A company may, by special resolution and with the approval of the Registrar of Companies signified in writing, change its name.

Registering a Change of Company Name
To register a change of name the presenter should submit a Form G1Q together with an amended copy of the constitution and the approved filing fee.

A Form G1Q can be completed online through CORE. It is cheaper registering CORE than completing a paper copy (€50 compared to €100). A copy of the Form G1Q can also be downloaded from the site.

The change of name is subject to approval by the registrar of companies in accordance with section 30 Companies Act 2014. The onus for checking the suitability of a name lies with the presenter. Applicants are advised to check that the name proposed is not similar to one already registered by checking the register of companies using the Company Search Facility on CORE. It is also possible to reserve a company name.

On registration, a certificate of change of name will be issued by the CRO. The new name may not be used by the company until this certificate has been issued. The change of name is effective from the date on the certificate.

The Registrar of Companies may withhold her consent to the name change if the name is in her opinion undesirable (e.g. too like the name of a company that is already on the register).

How should I present the amended constitution?

  • All documentation received in the CRO is scanned onto the computer system to facilitate faster access to documents. All documents submitted must, therefore, be of an acceptable standard. The text of the constitution must be black, easily legible and presented on A4 white paper which is suitable for scanning i.e. no staples, whitening fluid, etc. Photocopies showing black lines, faint text, pages where the text runs off the end of the page are not acceptable.
  • The new name of the company, inclusive of the appropriate suffix, must appear on the front of the new constitution.
  • The Companies Act cited in the first page of the constitution must be 2014.
  • Each company type has its own constitution set out in the Schedules to the Companies Act 2014.
  • The share capital information in the constitution must show the latest share capital details. If these details differ from the relevant documentation filed by the company, it must ensure the change is formally notified to us on the relevant forms.
  • The original subscribers’ page need not be completed. Photocopies of subscribers’ details from the original constitution/memorandum of association at incorporation will be acceptable.

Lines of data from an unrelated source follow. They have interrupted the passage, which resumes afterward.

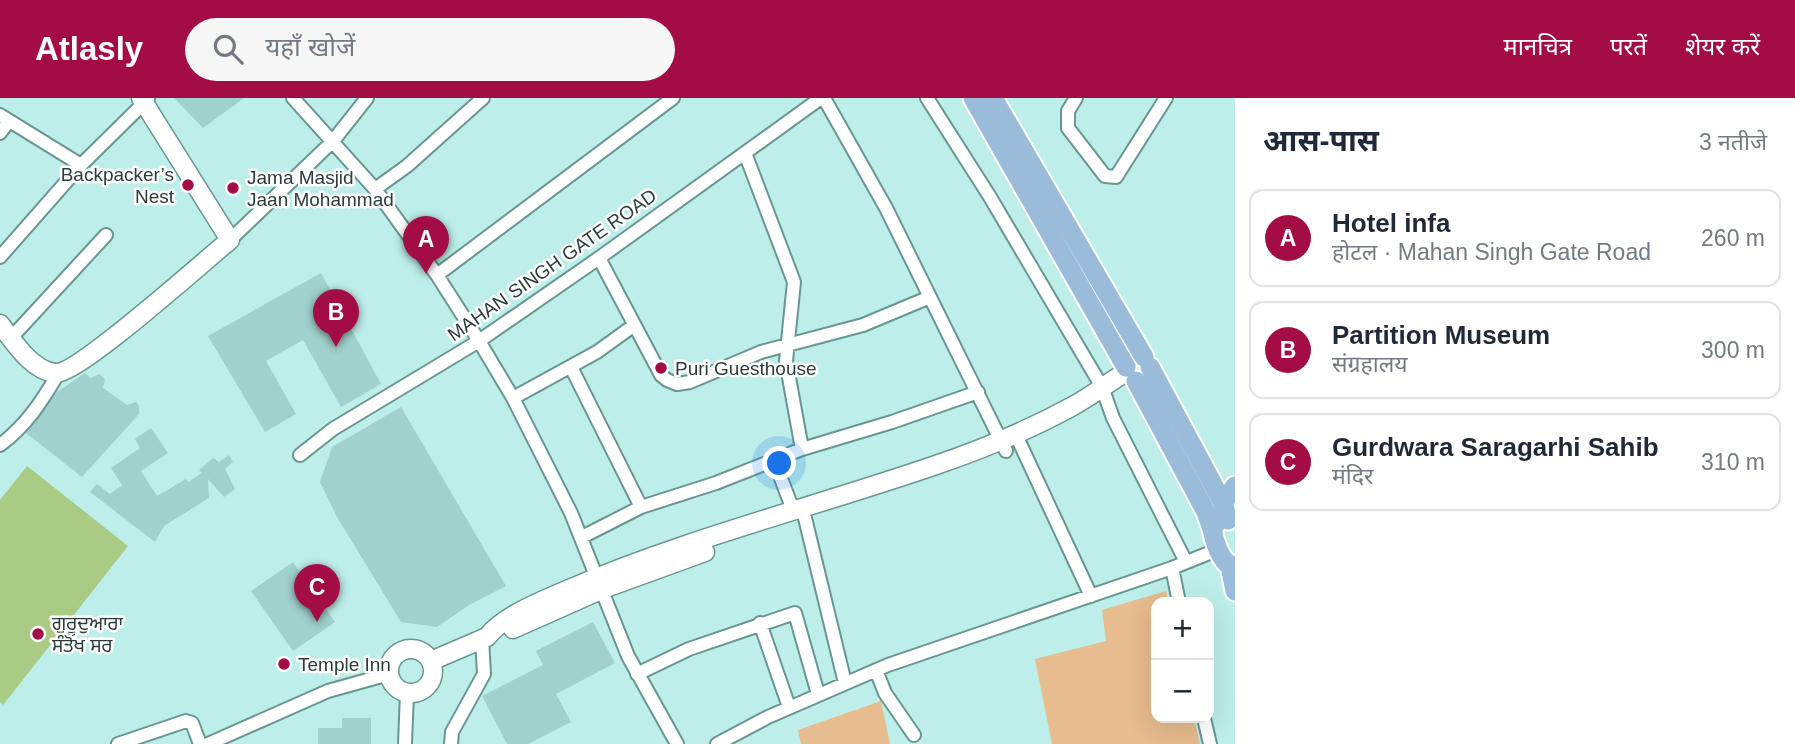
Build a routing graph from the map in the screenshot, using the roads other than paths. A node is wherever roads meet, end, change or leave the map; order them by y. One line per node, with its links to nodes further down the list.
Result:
1 (293, 98): 14 (street)
2 (367, 98): 14 (street)
3 (483, 98): 17 (street)
4 (674, 98): 22 (street)
5 (823, 98): 15 (street, MAHAN SINGH GATE ROAD); 23 (street)
6 (927, 98): 32 (street)
7 (973, 98): 29 (main road)
8 (993, 98): 29 (main road)
9 (1076, 98): 10 (street)
10 (1166, 98)
11 (144, 100): 16 (street); 19 (street)
12 (4, 118): 13 (street); 16 (street)
13 (0, 133)
14 (333, 141): 17 (street); 19 (street)
15 (745, 153): 21 (street, MAHAN SINGH GATE ROAD); 27 (street)
16 (81, 165): 20 (street)
17 (375, 190): 22 (street)
18 (106, 235): 25 (street)
19 (230, 240): 30 (street)
20 (0, 257)
21 (599, 258): 24 (street); 26 (street, MAHAN SINGH GATE ROAD)
22 (437, 275): 26 (street)
23 (930, 297): 27 (street); 31 (street)
24 (633, 326): 27 (street); 28 (street)
25 (5, 331): 30 (street)
26 (480, 341): 33 (street); 37 (street, MAHAN SINGH GATE ROAD)
27 (787, 345): 36 (street)
28 (572, 366): 33 (street); 40 (street)
29 (1135, 370): 32 (street); 42 (main road); 42 (main road)
30 (58, 374): 35 (street)
31 (978, 392): 34 (street); 36 (street)
32 (1104, 392): 34 (street); 45 (street)
33 (513, 398): 43 (street)
34 (1011, 443): 41 (street); 50 (street)
35 (0, 445)
36 (803, 449): 38 (street)
37 (300, 455)
38 (774, 460): 40 (street); 41 (street)
39 (1235, 485): 42 (main road)
40 (641, 508): 43 (street)
41 (799, 514): 48 (street); 58 (street)
42 (1228, 522): 44 (main road)
43 (582, 537): 48 (street)
44 (1219, 549): 45 (street); 46 (main road)
45 (1186, 562): 47 (street)
46 (1232, 565): 49 (main road)
47 (1172, 568): 50 (street); 51 (street)
48 (600, 583): 53 (street); 57 (street)
49 (1235, 591)
50 (1091, 596): 55 (street)
51 (1178, 597)
52 (760, 623): 57 (street); 60 (street); 61 (street)
53 (484, 638): 54 (street); 68 (street)
54 (431, 661): 56 (street); 59 (street)
55 (876, 670): 58 (street); 63 (street)
56 (389, 674): 59 (street); 66 (street)
57 (637, 674): 69 (street)
58 (845, 683): 60 (street)
59 (407, 693): 67 (street)
60 (818, 694): 61 (street)
61 (789, 708): 70 (street)
62 (1204, 723): 71 (street)
63 (914, 734)
64 (118, 744): 65 (street)
65 (200, 744)
66 (208, 744)
67 (405, 744)
68 (451, 744)
69 (677, 744)
70 (718, 744)
71 (1210, 744)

Digital Certificates of Change of Company Name
Certificates of Change of a Company Name and Re-Registration of a Company Type are issued as “digitally certified” documents. The digital certificates are emailed as a pdf document to the email address entered in the “Company email address” section of the G1Q form and D20 form following registration. Presenters can provide these digital certificates directly to third parties such as banks and other financial institutions by email as required.

Display of company name
Every business must paint or affix its name on the outside of every office or place in which the business is carried on, even if it is a director’s home. The name must be both conspicuous and legible.
In addition, the company must state its name, in legible lettering, on company letter heads, order forms, invoices, etc. For further information on the statutory requirements, see Letterheads for more details.

Company Seal
Every company must have its name engraved in legible characters on its seal. The company secretary is frequently given responsibility in practice for the safekeeping of the company’s seal.

Exemption from Company Name including Company Type
This exemption applies only apply to Designated Activity Companies and Companies Limited by Guarantee and only in specific circumstances.